Although there are safeguards for contractors in work contracts to ensure compensation is permitted to cover higher material costs that are not within the control of the contractor, Evans said it’s not something he or other contractors like to do, or want to do and recognize the potential challenge it poses for customers.
“That’s where problems can lie. We as contractors are the messenger. We’re just passing on this increased cost to our customers. We’re not necessarily saying well this is an opportunity for us to make [money] … there’s no gain to the contractor is the message. Because of the increased lumber prices we’re just hoping to cover our costs,” he said.
In addition to the rising costs, there are problems surrounding the scarcity of materials.
As the pandemic hit there was an understanding that demand for wood products would slow.
“And then exactly the opposite happened. So, the supply went down because of an expected lowering in the market and the market did not lower. It actually increased so the market went one way, the stock [of supplies] went another way and the prices went up obviously to try and curb demand,” he said.
He acknowledges that while there were shortages of materials during the summer last year, that situation has since improved in the new year for Highlands’ contractors and builders.

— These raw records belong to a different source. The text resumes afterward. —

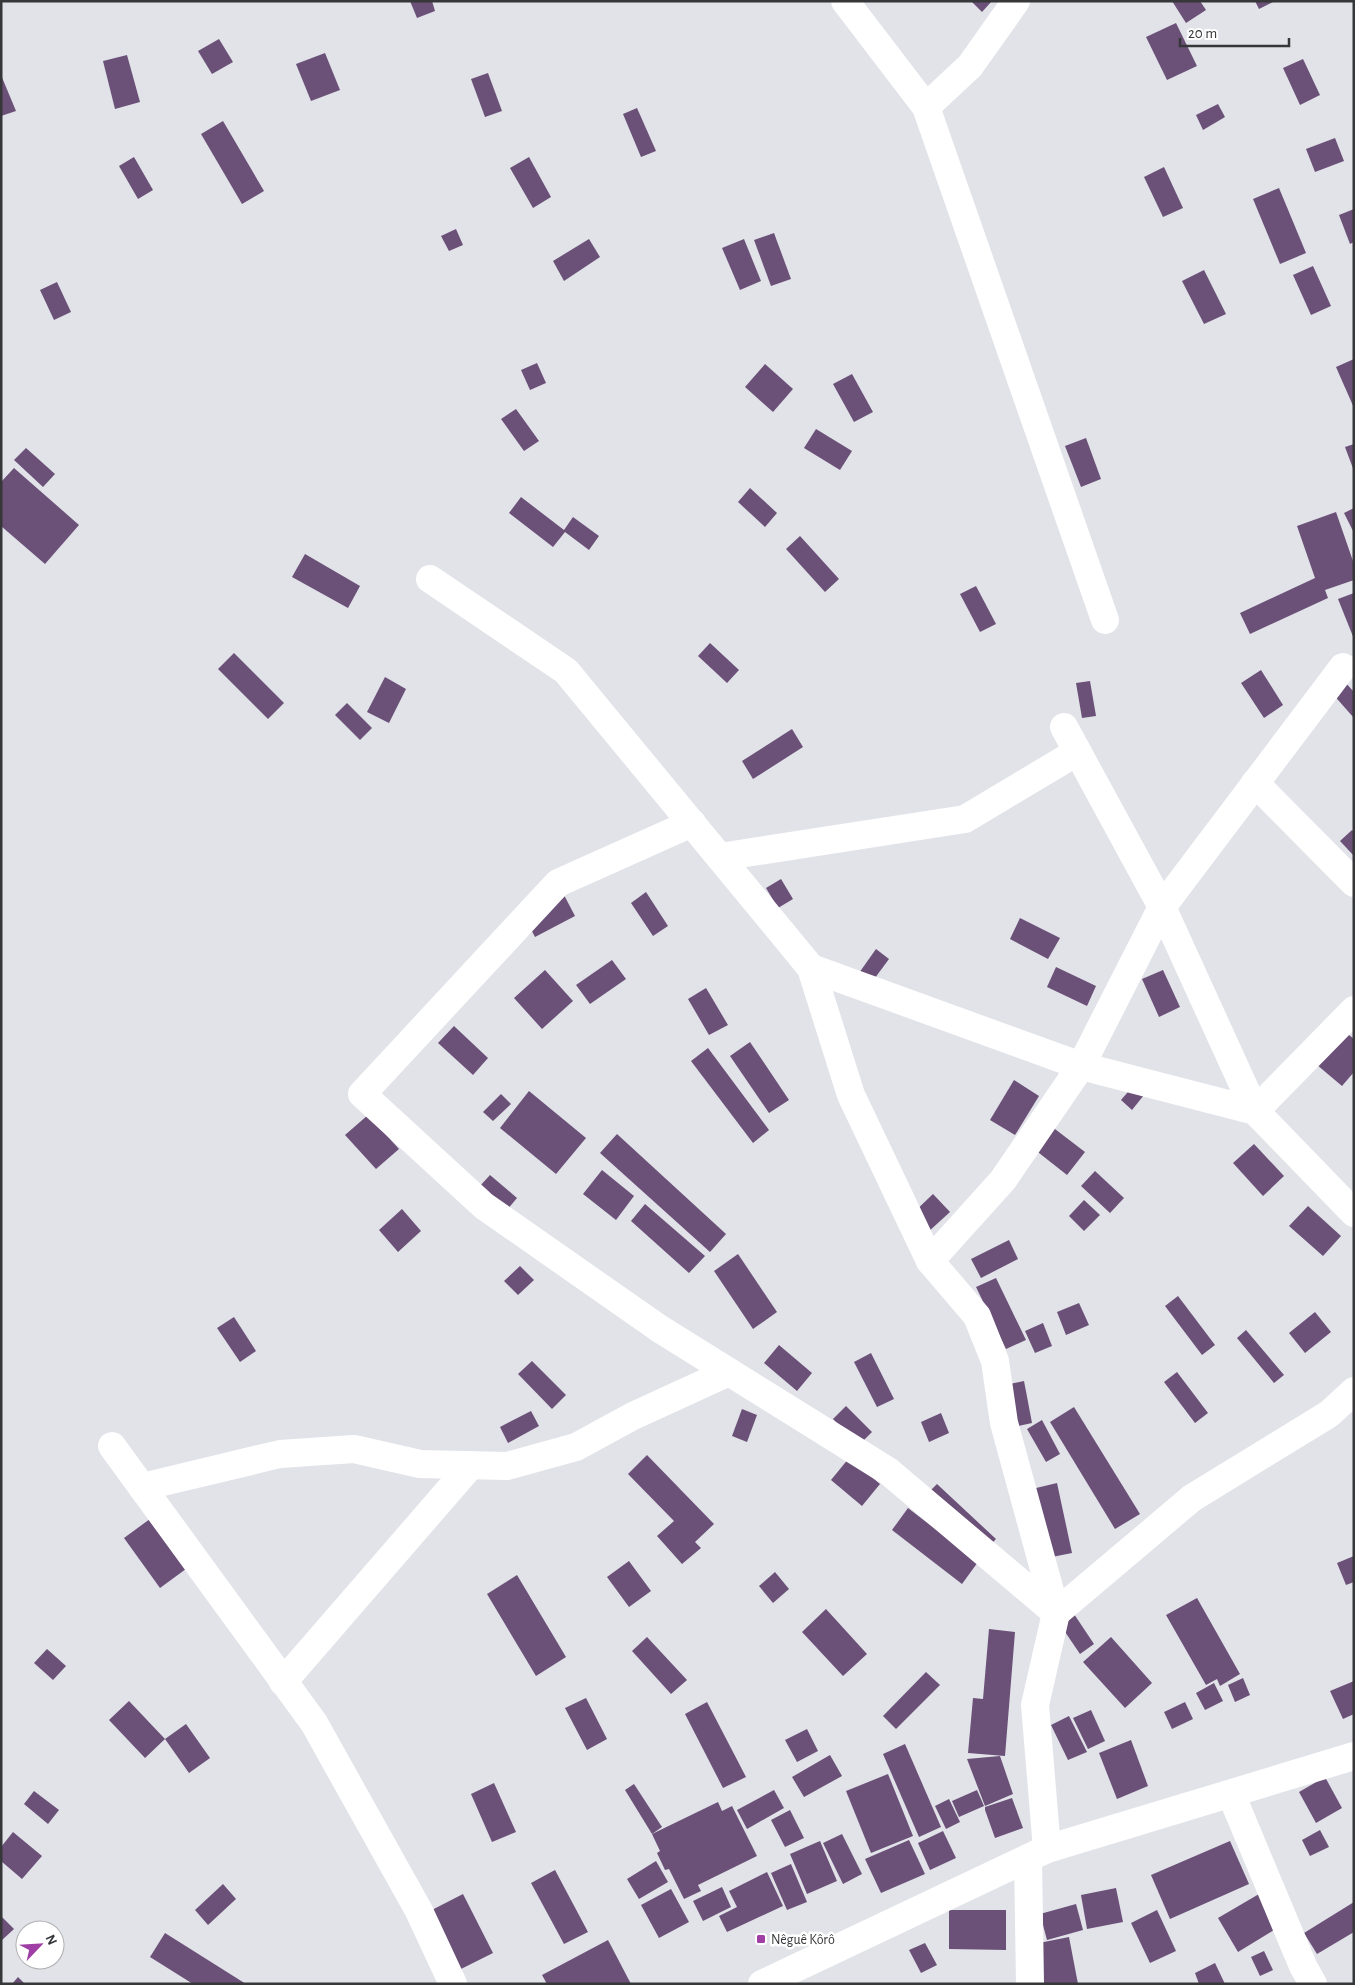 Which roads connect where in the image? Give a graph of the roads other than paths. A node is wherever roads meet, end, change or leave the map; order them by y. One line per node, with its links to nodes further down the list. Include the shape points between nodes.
1 (845, 1): 3 (street)
2 (1016, 1): 3 (street, via 970,66)
3 (926, 107): 5 (street)
4 (430, 579): 10 (street, via 566,671)
5 (1105, 620)
6 (1343, 667): 9 (street)
7 (1064, 727): 8 (street)
8 (1078, 752): 11 (street, via 965,818); 13 (street)
9 (1255, 783): 12 (street); 13 (street)
10 (692, 823): 11 (street); 20 (street, via 558,883 362,1094 484,1206 660,1329)
11 (720, 858): 14 (street)
12 (1354, 883)
13 (1162, 908): 16 (street); 17 (street)
14 (811, 968): 16 (street); 19 (street, via 851,1095)
15 (1354, 1010): 17 (street)
16 (1081, 1066): 17 (street); 19 (street, via 1003,1180)
17 (1255, 1111): 18 (street)
18 (1354, 1212)
19 (930, 1261): 25 (street, via 977,1316 995,1362 1004,1423)
20 (729, 1372): 23 (street, via 633,1416 576,1447 508,1466); 25 (street, via 888,1471)
21 (1354, 1390): 25 (street, via 1329,1414 1192,1498)
22 (112, 1446): 24 (street)
23 (471, 1465): 24 (street, via 420,1464 354,1449 280,1454); 26 (street)
24 (142, 1487): 26 (street)
25 (1056, 1613): 29 (street, via 1035,1705)
26 (283, 1682): 30 (street, via 314,1723 419,1911)
27 (1354, 1756): 28 (street)
28 (1231, 1794): 29 (street); 33 (street)
29 (1037, 1854): 31 (street); 32 (street)
30 (454, 1984)
31 (762, 1984)
32 (1030, 1984)
33 (1313, 1984) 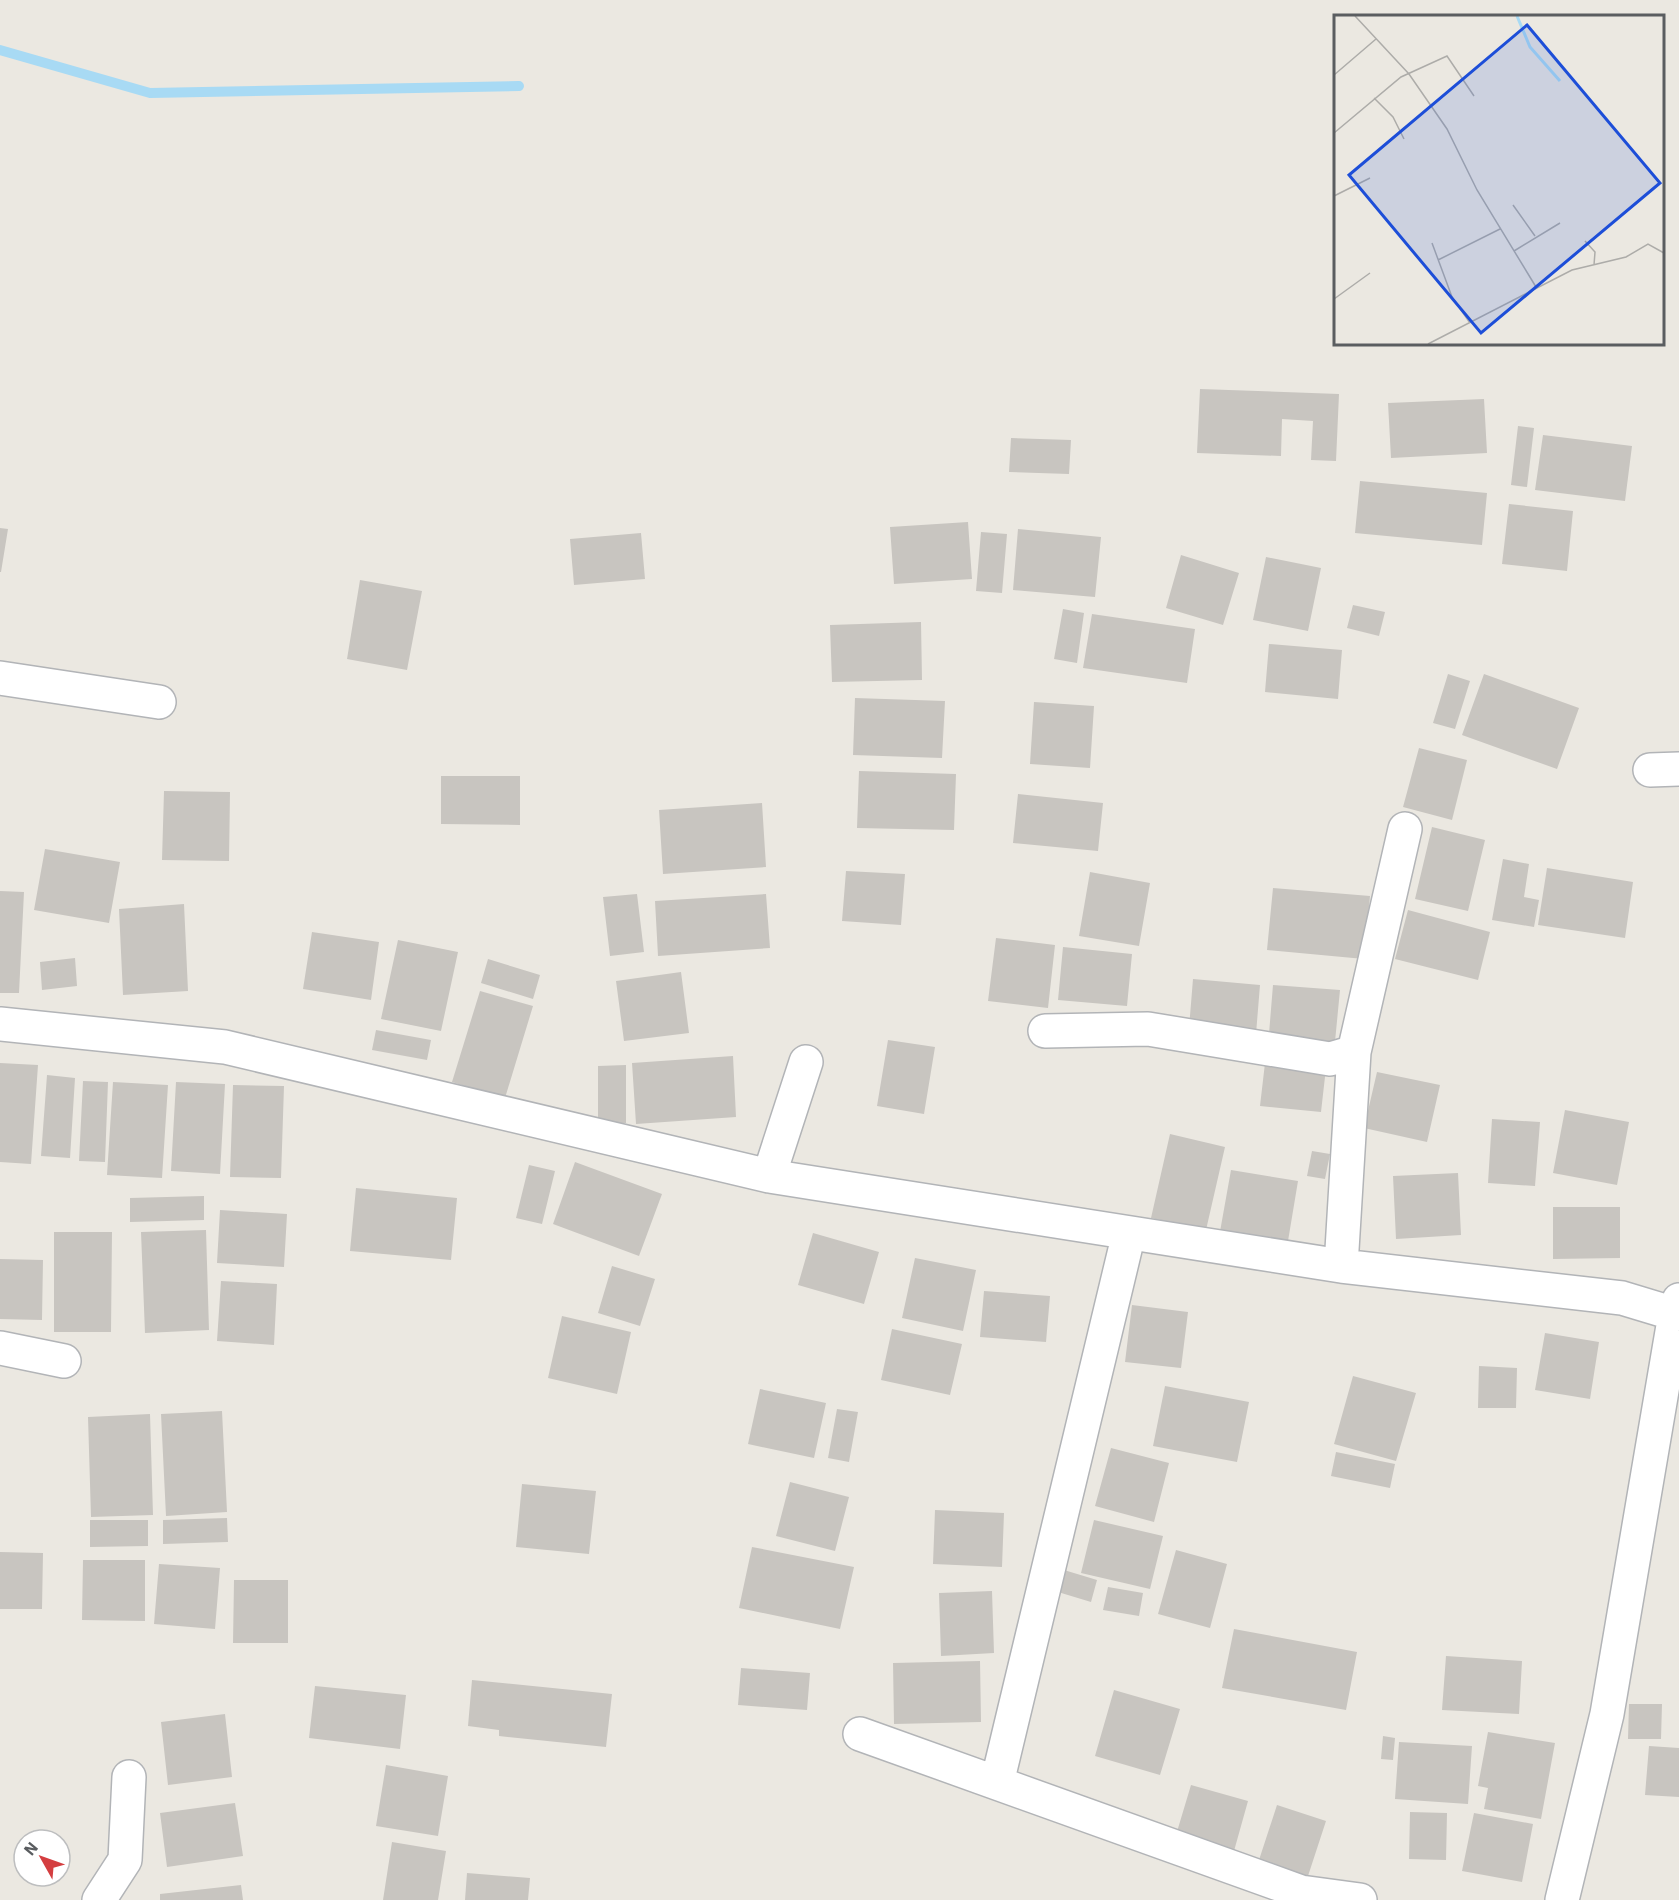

“Right now there is no threat of not being able to get the lumber or the materials that you need. Now is that going to change over the next six months to a year? It’s hard to tell. There are lot of different factors out there that would impact that. There’s environmental concerns, as far as forestry and harvesting. There’s restrictions happening in that avenue of things that could impact it. We haven’t had any catastrophes in the United States. Storm season has been fairly passive. There hasn’t been a huge demand for those things like that in the United States. So that means our stocks have been relatively stable. What could happen going through 2021 with some of those things, who knows? The fires in 2020 and 2019 played a role. There are so many different factors that can control or contribute to lumber shortages and those things. Though COVID is not helping, but there are a lot of other aspects that need to be considered,” he said.
Cockwell said to not expect demand to lessen anytime soon, which was in part related to home improvements.
“But the demand drivers now go far beyond that. Housing and remodelling/renovation mark ets are expected to stay strong for years to come due to aging housing stock and favourable demographics. There is a point at which high lumber prices will suppress demand, but I do not think we are there yet,” he wrote.
He expects supply issues to ease with new sawmill capacity coming online, particularly in the southern U.S. and upgrades to sawmills in northern Ontario. However, supply will be constrained by labour availability to be able to hold second and third shifts when it it comes to rural and remote communities where the big softwood sawmills are located, and the permanent closures of sawmills in regions such as British Columbia, where timber supply has been significantly reduced by the Mountain Pine Beetle.
“The spike in softwood lumber prices is a profound reminder for many people as to how much we rely on reasonably-priced forest products in our daily lives, and that reasonably-priced lumber comes from well-managed forests and well-built manufacturing facilities. The same is true for so many other primary, as well as advanced forest products, including firewood, books, rayon, toilet paper, cellophane, medical masks, plywood, food flavourings, LCD screens, pill capsules, and so on,” Cockwell wrote.